Broadly speaking, the music industry is split into two main sectors: –
- Mainstream Sector (The Big Four)
- Independent Sector (many small record labels and localised composers)
The mainstream industry is controlled and governed by the four major record labels: –
- Universal Music Group
- Sony Music Entertainment
- EMI Group
- Warner Music Group
These companies control the kind of artists that you hear on the radio, watch on TV and listen to on your iPod, whereas the independent industry is made up of many composers, unsigned (by a major label) bands and artists.
Even though the two sectors are distinctly different they share a common thread in the fact that they both generate revenue through sales of music or licensing, which is only possible because of copyright law. We may revisit this later in more detail, I just want to introduce the concept of copyright and licensing at this stage.
OK, so copyright in music is more complex than the outline I am about to give, but it is a basis for further study and gives you an introduction.
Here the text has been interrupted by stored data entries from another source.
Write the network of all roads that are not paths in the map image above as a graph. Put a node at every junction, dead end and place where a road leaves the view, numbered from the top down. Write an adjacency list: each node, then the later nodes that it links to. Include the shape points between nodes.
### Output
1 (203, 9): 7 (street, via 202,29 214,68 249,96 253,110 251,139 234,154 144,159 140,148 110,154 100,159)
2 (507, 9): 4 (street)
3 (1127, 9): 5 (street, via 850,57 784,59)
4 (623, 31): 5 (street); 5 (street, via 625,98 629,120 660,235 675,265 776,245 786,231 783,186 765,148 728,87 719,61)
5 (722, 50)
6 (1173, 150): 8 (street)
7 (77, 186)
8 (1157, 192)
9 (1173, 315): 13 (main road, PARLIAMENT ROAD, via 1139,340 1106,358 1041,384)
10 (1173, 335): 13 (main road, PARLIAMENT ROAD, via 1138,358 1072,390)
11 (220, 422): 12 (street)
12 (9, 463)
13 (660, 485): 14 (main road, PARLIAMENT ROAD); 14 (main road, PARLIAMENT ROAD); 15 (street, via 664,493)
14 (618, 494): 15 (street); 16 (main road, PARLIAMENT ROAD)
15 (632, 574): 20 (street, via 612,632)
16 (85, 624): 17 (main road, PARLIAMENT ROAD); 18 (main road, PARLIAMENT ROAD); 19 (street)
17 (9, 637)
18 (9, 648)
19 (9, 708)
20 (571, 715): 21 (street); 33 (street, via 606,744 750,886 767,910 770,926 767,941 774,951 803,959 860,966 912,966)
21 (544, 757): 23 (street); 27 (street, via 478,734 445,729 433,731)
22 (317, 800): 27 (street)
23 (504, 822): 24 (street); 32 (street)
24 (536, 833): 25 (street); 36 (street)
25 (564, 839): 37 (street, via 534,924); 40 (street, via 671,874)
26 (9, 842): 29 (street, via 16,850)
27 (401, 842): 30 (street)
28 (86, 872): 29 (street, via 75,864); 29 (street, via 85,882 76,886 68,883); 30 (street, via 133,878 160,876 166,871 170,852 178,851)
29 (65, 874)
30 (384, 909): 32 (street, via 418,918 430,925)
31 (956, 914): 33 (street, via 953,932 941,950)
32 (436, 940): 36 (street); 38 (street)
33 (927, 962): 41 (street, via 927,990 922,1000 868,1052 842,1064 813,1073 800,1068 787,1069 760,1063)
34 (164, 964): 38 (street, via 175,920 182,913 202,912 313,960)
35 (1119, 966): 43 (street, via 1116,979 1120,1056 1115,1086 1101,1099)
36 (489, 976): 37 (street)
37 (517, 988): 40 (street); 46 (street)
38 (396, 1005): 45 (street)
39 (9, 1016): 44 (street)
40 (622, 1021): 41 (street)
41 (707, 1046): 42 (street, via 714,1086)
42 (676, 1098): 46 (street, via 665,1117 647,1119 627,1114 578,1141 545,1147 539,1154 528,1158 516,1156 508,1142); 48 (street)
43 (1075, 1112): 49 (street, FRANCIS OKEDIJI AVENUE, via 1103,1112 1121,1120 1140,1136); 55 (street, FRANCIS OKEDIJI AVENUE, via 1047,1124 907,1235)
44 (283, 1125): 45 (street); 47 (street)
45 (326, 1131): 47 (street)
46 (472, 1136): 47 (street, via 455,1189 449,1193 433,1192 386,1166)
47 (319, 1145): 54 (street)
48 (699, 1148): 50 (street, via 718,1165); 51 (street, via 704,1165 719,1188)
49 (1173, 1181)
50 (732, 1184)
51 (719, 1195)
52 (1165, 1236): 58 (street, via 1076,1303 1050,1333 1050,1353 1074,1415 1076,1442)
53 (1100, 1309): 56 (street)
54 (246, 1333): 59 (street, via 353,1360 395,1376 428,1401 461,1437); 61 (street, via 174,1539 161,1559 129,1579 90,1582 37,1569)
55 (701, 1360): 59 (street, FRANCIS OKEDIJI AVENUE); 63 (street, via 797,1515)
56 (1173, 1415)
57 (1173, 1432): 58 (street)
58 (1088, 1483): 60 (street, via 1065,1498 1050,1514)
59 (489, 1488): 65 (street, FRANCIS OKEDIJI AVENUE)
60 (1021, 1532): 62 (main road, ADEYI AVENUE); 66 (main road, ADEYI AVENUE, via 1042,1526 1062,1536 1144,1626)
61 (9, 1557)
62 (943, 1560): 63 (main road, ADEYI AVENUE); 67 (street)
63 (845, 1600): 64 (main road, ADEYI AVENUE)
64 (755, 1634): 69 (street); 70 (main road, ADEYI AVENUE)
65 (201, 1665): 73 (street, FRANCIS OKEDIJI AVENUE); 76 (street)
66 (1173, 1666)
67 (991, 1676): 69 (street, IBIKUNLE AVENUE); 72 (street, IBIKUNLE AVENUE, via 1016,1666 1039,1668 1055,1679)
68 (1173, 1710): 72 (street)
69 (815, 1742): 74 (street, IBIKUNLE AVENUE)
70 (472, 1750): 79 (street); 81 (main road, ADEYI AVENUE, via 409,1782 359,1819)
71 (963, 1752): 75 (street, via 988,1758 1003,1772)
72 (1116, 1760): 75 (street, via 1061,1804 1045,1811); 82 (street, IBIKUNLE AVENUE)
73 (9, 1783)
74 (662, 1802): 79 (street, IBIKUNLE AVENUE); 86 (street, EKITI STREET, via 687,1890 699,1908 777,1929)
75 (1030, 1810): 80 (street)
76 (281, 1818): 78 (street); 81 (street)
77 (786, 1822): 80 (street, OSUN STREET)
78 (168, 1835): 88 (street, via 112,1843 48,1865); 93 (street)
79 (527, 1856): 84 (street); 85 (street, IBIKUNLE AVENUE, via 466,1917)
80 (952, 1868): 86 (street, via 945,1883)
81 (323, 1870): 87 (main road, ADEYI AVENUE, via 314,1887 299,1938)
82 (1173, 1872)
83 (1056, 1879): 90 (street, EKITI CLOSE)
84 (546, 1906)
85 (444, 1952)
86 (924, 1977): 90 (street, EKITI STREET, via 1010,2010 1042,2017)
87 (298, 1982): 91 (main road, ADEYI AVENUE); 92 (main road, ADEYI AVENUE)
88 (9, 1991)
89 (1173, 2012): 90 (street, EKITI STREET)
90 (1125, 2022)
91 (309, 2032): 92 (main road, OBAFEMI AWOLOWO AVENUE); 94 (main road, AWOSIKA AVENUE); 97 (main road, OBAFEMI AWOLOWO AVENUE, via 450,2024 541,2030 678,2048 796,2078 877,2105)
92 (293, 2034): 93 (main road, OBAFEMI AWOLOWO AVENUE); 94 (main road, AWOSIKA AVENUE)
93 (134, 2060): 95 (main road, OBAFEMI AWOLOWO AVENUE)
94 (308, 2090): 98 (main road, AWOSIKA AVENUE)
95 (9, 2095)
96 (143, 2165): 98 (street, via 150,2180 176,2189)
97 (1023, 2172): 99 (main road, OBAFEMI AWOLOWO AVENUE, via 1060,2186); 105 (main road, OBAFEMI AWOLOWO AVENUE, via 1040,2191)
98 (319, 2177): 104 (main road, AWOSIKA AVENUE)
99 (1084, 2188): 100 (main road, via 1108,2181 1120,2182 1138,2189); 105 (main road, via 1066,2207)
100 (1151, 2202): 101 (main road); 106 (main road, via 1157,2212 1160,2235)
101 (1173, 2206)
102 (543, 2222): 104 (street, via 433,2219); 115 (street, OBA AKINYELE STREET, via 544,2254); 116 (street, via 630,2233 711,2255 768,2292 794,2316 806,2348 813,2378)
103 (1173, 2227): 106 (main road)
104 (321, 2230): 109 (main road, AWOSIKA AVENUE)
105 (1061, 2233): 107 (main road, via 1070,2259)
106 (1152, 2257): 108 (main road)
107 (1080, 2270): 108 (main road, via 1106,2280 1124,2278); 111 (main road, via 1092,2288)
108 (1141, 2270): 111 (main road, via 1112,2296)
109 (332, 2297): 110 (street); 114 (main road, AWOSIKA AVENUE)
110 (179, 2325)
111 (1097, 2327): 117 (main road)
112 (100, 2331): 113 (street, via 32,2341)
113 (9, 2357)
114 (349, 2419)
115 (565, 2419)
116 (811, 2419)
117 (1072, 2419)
In relation to music, copyright is owned by the composer / creator. This includes copyright of the composition, arrangement, lyrics and sound recordings. This ownership gives the copyright holder(s) exclusive rights to create and distribute copies of the music on their terms. This can be for free but is usually for an appropriate license fee.
When you buy a CD / download from a store like Amazon.co.uk you are purchasing a license, you do not buy the copyright in the audio product, you just have a restricted license which enables you to listen to it.
When music is used for anything other than personal listening, a license agreement should be supplied. This is a legal document supplied by the copyright holder(s) giving permission for certain uses of the music, mostly for an exchange of money. The document should also detail allowed usage and any restrictions.
The major labels have total control over their artists’ works because the artist is required to give away or assign most of their copyrights exclusively to the label. This is why it is prohibitively expensive to include a known mainstream artist, band or composer in your corporate video, advert or film. You can only license it from the major label. I have heard license figures of £300,000 GBP for one mainstream track in one TV advert.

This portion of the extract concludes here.